### How to complete this task
Every entry that follows must be written out exactly, apart from its pictures.

[Extracted records]
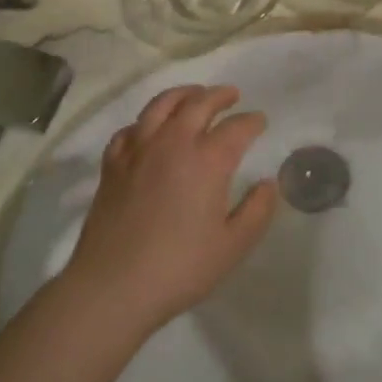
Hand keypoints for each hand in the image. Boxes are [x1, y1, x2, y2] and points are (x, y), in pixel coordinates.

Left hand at [65, 85, 277, 332]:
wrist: (113, 286)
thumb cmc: (180, 267)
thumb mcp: (233, 245)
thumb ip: (257, 210)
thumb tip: (268, 184)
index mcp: (208, 160)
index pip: (236, 128)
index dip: (252, 121)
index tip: (260, 121)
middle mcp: (173, 143)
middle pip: (198, 104)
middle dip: (219, 96)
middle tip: (231, 95)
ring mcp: (138, 150)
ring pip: (161, 105)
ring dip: (183, 94)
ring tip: (194, 95)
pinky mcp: (112, 165)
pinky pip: (130, 129)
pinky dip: (146, 122)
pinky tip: (149, 130)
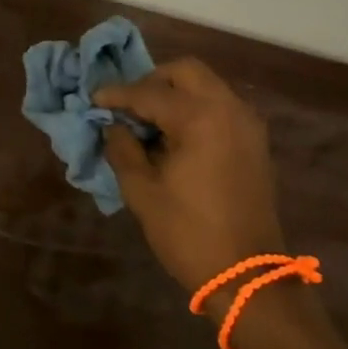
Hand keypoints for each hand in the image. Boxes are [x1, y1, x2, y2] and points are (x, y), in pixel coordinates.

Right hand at [95, 58, 282, 295]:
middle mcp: (229, 109)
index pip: (149, 93)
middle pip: (186, 72)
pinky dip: (195, 109)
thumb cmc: (189, 233)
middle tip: (128, 106)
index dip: (117, 94)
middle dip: (152, 82)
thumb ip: (123, 149)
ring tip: (148, 123)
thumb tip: (113, 126)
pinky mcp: (254, 142)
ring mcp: (247, 124)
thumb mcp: (142, 192)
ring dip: (175, 94)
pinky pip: (220, 107)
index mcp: (200, 118)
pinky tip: (174, 137)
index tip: (93, 99)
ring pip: (206, 86)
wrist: (248, 276)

### Result of this exercise
Hand keypoints for each hand in the image. Boxes are [x1, y1, x2, y2] and points are (x, y), in pixel coordinates.

Left hand at [65, 85, 277, 332]:
wrist: (113, 286)
thumb cmc: (180, 267)
thumb mcp: (233, 245)
thumb ip: (257, 210)
thumb tip: (268, 184)
index mcp: (208, 160)
index pip: (236, 128)
index dip: (252, 121)
index tip: (260, 121)
middle mcp: (173, 143)
middle pip: (198, 104)
middle dip: (219, 96)
middle tip: (231, 95)
ring mcp: (138, 150)
ring pip: (161, 105)
ring dip: (183, 94)
ring tip: (194, 95)
pinky mcp: (112, 165)
pinky pip: (130, 129)
pinky dip: (146, 122)
pinky tip: (149, 130)
Hand keypoints for each hand in the image. Boxes are [x1, y1, x2, y2] and points are (x, y), in pixel coordinates.

Right hand at [95, 58, 282, 295]:
middle mcp: (229, 109)
index pip: (149, 93)
middle pip: (186, 72)
pinky dip: (195, 109)
thumb cmc: (189, 233)
middle tip: (128, 106)
index dip: (117, 94)
middle dip: (152, 82)
thumb ip: (123, 149)
ring tip: (148, 123)
thumb tip: (113, 126)
pinky mcp: (254, 142)
ring mcp: (247, 124)
thumb mcp: (142, 192)
ring dip: (175, 94)
pinky pip: (220, 107)
index mcp: (200, 118)
pinky tip: (174, 137)
index tip: (93, 99)
ring pip: (206, 86)
wrist: (248, 276)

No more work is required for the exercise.